Showing posts with label pop. Show all posts
Showing posts with label pop. Show all posts

Monday, October 4, 2010

M.P.D. Ltd EP NZL Salem XE3012, 1965

Previously we looked at the Cherokees 7" on the Salem label from New Zealand. M.P.D. Ltd also had two 7"s and this rare EP released on Salem.

The EP was originally issued in Australia as Go!! GEP1004 and contains the tracks Little Boy Sad / You Might As Well Forget Him // Lonely Boy / Lonesome Traveller. The Go!! version has a full colour version of this cover pic but I kind of like this black and blue design.

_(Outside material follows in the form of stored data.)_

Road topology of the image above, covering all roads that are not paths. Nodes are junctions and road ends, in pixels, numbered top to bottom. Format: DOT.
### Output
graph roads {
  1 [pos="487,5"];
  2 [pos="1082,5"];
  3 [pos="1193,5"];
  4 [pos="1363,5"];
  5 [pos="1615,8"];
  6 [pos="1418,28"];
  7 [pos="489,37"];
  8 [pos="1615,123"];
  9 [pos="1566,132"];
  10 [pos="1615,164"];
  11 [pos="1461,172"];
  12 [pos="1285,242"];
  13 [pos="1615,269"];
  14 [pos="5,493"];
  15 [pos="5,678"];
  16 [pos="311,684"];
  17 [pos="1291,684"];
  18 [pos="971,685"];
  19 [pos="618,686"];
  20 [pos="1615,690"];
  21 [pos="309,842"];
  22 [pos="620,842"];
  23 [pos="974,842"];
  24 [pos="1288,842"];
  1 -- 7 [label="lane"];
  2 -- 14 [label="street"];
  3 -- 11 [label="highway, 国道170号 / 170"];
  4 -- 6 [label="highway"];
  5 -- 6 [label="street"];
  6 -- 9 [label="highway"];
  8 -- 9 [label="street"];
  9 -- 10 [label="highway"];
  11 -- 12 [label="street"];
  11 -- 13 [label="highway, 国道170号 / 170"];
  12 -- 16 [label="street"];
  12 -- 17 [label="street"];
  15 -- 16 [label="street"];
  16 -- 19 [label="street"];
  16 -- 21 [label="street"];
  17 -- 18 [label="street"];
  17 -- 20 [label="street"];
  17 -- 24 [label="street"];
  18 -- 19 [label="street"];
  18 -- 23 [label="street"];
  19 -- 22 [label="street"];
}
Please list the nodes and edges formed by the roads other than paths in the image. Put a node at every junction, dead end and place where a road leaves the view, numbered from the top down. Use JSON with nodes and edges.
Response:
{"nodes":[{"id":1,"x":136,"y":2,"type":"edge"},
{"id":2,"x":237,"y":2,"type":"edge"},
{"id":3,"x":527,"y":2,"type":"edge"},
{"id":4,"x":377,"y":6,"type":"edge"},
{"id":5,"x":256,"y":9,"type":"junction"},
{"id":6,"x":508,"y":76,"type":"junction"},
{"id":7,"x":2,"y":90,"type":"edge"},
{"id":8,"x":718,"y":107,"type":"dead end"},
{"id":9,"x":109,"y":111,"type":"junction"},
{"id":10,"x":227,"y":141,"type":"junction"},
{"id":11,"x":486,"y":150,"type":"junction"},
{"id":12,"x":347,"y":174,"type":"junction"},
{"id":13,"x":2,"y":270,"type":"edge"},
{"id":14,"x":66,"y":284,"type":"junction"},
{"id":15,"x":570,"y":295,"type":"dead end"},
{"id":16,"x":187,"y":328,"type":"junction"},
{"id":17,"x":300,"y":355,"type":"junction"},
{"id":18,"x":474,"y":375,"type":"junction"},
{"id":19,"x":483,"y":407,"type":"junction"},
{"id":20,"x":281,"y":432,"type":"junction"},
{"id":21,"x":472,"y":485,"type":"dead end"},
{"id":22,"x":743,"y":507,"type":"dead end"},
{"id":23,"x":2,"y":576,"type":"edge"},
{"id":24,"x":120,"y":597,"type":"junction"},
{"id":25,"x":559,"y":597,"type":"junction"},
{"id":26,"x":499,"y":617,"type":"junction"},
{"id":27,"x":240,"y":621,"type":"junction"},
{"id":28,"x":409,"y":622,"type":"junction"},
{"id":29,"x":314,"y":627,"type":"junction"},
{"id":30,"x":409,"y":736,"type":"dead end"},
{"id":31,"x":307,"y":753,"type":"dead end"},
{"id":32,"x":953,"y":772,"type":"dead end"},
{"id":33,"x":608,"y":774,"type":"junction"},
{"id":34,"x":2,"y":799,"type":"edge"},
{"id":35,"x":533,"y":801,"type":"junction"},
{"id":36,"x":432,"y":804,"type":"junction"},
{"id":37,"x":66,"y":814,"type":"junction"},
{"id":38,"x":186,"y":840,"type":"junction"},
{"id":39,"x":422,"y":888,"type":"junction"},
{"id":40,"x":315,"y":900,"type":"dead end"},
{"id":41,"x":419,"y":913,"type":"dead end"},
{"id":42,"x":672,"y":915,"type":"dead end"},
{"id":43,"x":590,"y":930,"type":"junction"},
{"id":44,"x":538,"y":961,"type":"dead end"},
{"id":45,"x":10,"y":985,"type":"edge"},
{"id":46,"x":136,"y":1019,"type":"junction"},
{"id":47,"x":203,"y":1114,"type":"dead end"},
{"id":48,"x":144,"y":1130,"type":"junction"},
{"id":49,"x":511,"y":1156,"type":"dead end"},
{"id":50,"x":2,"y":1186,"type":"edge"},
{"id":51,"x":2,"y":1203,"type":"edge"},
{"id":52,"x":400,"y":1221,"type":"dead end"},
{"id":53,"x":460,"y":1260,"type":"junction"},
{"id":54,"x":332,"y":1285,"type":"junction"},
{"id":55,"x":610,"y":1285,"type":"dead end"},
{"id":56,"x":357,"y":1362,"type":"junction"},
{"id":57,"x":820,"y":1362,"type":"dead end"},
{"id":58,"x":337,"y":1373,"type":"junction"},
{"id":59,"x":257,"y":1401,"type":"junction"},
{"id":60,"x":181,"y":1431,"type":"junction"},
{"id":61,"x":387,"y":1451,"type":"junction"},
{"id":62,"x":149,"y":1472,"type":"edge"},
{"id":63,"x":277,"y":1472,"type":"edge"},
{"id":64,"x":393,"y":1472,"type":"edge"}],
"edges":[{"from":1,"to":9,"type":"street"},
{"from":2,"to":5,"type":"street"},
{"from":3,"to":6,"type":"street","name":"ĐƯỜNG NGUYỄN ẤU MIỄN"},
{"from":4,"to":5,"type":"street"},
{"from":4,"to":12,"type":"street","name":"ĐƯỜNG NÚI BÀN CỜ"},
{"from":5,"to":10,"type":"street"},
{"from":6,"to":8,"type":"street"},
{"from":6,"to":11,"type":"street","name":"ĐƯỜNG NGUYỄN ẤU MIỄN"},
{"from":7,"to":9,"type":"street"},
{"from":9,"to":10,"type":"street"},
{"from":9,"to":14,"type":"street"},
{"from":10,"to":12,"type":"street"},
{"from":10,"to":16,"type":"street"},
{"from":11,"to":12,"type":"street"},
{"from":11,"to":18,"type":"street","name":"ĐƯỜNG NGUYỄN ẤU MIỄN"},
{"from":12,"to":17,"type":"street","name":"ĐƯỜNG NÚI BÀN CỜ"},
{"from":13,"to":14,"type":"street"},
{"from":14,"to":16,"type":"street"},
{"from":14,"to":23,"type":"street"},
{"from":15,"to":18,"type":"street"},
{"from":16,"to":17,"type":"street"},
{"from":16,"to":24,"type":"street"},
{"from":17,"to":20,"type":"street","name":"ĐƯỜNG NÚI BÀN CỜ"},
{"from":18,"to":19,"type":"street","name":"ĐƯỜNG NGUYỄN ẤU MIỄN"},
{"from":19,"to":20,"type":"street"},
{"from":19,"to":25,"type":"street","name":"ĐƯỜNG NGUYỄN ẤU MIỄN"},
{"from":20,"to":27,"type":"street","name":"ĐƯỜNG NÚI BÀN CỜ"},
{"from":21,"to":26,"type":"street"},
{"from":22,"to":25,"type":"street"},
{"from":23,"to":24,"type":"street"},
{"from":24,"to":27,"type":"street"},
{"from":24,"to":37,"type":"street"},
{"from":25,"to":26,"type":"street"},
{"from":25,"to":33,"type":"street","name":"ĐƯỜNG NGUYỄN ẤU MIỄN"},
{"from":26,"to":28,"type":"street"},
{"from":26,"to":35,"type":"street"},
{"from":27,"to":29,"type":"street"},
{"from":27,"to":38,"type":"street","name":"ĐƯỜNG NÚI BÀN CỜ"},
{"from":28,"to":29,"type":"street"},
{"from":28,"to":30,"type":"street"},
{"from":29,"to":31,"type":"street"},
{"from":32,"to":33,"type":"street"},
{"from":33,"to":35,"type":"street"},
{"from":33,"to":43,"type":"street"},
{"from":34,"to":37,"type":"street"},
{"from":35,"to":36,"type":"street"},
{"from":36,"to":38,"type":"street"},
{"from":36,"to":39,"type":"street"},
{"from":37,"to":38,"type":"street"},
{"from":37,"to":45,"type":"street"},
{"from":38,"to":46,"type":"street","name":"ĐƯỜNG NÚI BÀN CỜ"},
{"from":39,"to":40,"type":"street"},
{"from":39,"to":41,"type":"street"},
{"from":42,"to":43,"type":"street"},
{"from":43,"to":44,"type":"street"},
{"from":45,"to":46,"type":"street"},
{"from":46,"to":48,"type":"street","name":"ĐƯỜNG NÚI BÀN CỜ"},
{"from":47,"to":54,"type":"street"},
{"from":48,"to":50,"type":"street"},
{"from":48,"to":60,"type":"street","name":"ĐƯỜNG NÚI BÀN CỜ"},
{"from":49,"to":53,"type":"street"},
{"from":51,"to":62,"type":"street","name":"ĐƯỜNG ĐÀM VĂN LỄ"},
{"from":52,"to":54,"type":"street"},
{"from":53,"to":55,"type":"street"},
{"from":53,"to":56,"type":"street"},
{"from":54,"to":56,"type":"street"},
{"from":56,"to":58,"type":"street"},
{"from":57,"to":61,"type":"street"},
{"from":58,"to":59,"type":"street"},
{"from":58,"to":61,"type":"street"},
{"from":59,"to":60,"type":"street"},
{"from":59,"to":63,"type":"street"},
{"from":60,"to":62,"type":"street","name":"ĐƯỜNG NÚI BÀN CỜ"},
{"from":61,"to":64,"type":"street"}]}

Lonesome Traveller only ever appeared at the time on these EPs, but, that's not really a reason to track it down, it's not much of a song. You Might As Well Forget Him did turn up on the flipside of their last single from 1967, Paper Doll.

Little Boy Sad and Lonely Boy were of course the band's first two singles and were huge hits. These were the two 7"s also released on Salem in NZ.

Tuesday, March 30, 2010

Ian Crawford - So Much In Love With You 7" USA Interphon IN-7718, 1965

The question for today is - Is this even Australian?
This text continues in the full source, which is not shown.